Over the Moon - Epilogue - One Year Later

Cait's soft crying startled me from my brief nap. I am still amazed at how motherhood has somehow given me supersonic hearing.

Thirty minutes earlier I had returned from the grocery, put everything away, picked up my sleeping child, who was resting comfortably on her sleeping father's chest, and put her down in the nursery for her afternoon nap. Seizing the opportunity, I kicked off my flats and threw myself across the bed, fully clothed, for my own desperately needed nap.

I was halfway to the nursery when the crying suddenly stopped. I stood in the hall just outside the nursery, fumbling with the buttons on my blouse, thinking that Cait probably needed feeding, when I heard Greg's voice, low and gentle, talking to our daughter. The squeak of the rocking chair adding a rhythmic tempo to their conversation.

I don't generally make a habit of eavesdropping, but the soft sounds of Caitlin's cooing in response to Greg's direct, yet tender, tones stopped me completely in my tracks and made my heart swell with overwhelming love for my little family.

"You know, Peanut, and don't you dare repeat this to anyone, but Daddy really doesn't know where he would be without you and Mommy. The night Daddy found out you were coming into his life, Daddy was being his usual ss of a self and made mommy cry and almost go far, far away, taking you with her. Oh, and I promise that I will really try hard not to show you that side of me, unless, of course, you bring home some greasy-haired, teenaged head-banger. Then, so help me kid, Daddy's going to have to show you just how much of an ss he can really be."

I heard gurgling from Cait that I could have sworn sounded like, "Daddy, you wouldn't?!" Or, maybe it was more like, "Dad, if you embarrass me, so help me I'll never speak to you again in life!"

I smiled and continued to listen in on their little conversation.

"But," Greg continued, "Daddy came to his senses and realized that he loved Mommy very, very much. He knew how much she wanted you, how much we wanted you, so we did everything in our power to ensure that you would complete our family. Mommy took a ridiculous number of shots and vitamins and reduced her work schedule, so you would grow to be the beautiful, strong and healthy young lady you are today. And, Daddy even went so far as to ask Mommy to marry him. Of course, Mommy, stubborn woman that she is, turned me down--twice--before she succumbed to Daddy's charms."

"Really, dad? Only twice, huh?" Cait gurgled. I smiled at how well my daughter knew her father.

I peeped around the door and watched as Greg shifted Cait from his left to his right arm, stroking her wispy brown hair and looking deeply into the big blue eyes that matched his own. Cait was obviously so mesmerized by her father's voice that she was willing to put feeding on hold for a few minutes longer just to hear what he had to say.

"I then let Mommy talk me into buying this big, overpriced house, so you could have a 'proper' upbringing with good schools, a backyard and 'nice neighbors,' Greg continued, barely containing his sarcasm.

I leaned against the wall, suppressing a small giggle, since I could practically hear Greg rolling his eyes at the picture of domesticity that had become his life. Though he would never admit it, Greg loved our new house and spacious backyard; our neighbors, not so much.

"Thanks for the sacrifice, dad," Cait cooed.

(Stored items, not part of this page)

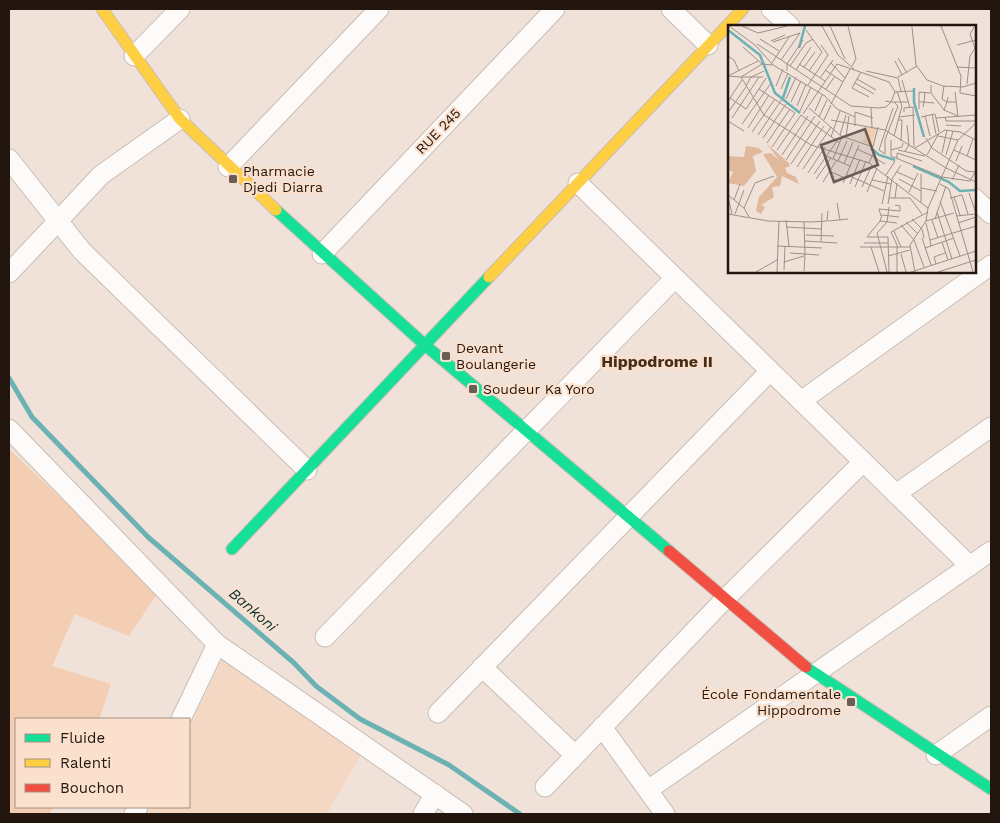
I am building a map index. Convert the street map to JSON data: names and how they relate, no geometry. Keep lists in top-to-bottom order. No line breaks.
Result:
{"streets":{"street":["RUE 245"]},"districts":["Hippodrome II"],"water":["Bankoni"],"places":{"transit":["Pharmacie Djedi Diarra","Devant Boulangerie","Soudeur Ka Yoro","École Fondamentale Hippodrome"]},"legend":["Fluide","Ralenti","Bouchon"]}
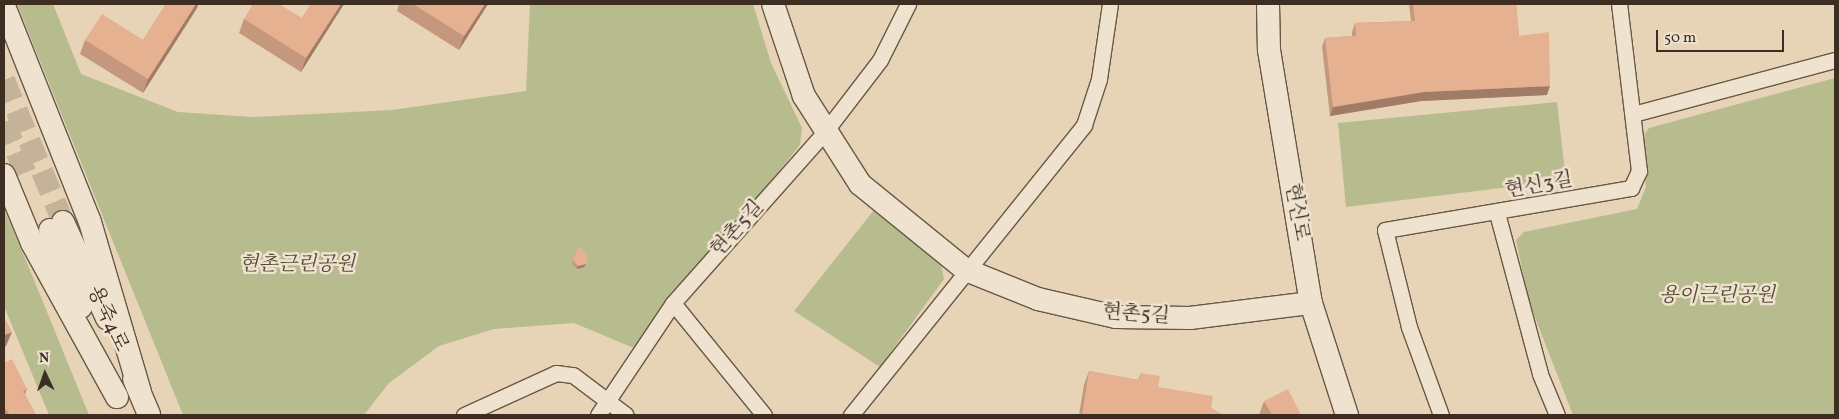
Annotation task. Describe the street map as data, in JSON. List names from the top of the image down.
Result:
{
  "streets": {
    "main road": ["현신로", "현촌5길", "용죽4로"],
    "street": ["현신3길"]
  },
  "crossings": [
    ["현신로", "현촌5길"]
  ],
  "parks": ["현촌근린공원", "용이근린공원"],
  "scale_bar": "50 m",
  "north": "top"
}
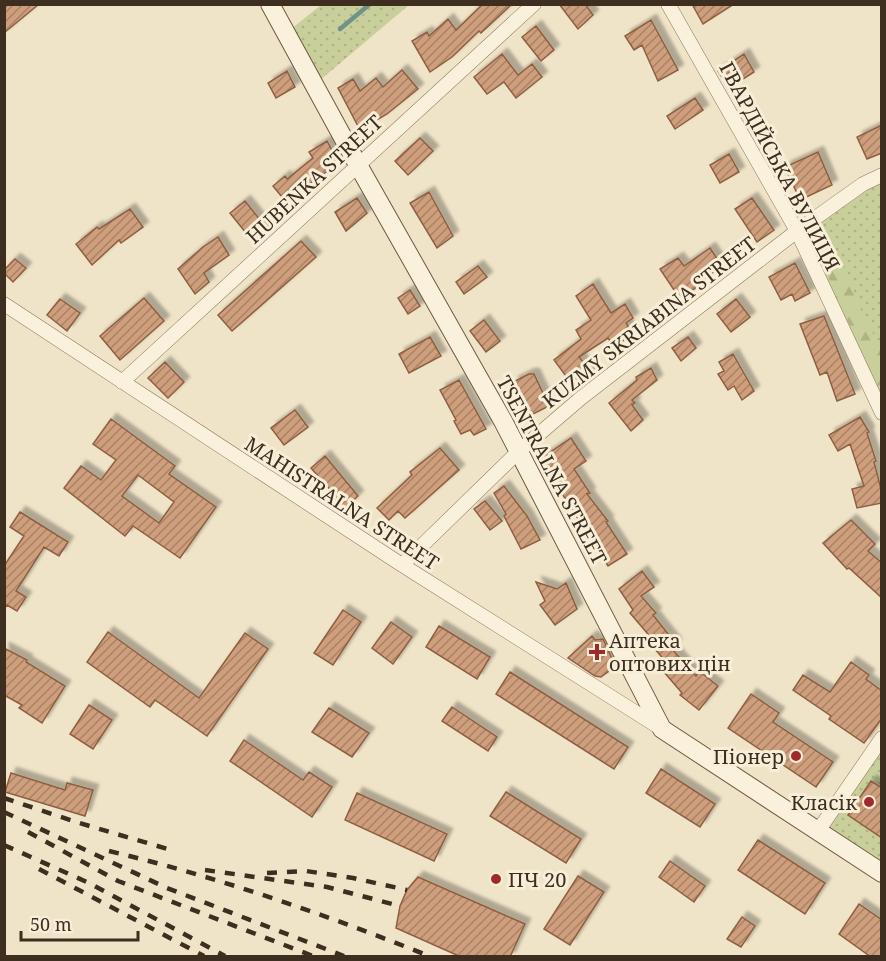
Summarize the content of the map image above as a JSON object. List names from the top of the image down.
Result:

"You're welcome, kid. You know, Daddy never thought he would ever have a family to call his own. I thought I would just die alone, a crotchety old man admired by many, but loved by none." I heard just the slightest hitch in Greg's voice as he bravely voiced his deepest fears to our daughter. My heart clinched at his painful confession. "But you and Mommy convince me everyday that I'm nothing like your opa and that I can be the best father I can be. And you know what Peanut, you truly make me want to be."

I peeped again and saw Greg holding Caitlin up at eye level. They looked so adorable together, staring deeply into one another's eyes. Somehow, I knew this would be the first of many heart-too-heart conversations these two would be sharing over the coming years.

"So, Miss Caitlin Claire House," he said as she started to fuss, no doubt wondering about the lack of food around the joint, "when you're 16 and screaming at your mom and me that you hate your life and you hate us, just remember one thing--we love you very much. Always have, always will, and we will always be your family, whether you like it or not."

"Thanks, dad! I won't forget. Now, can I eat?"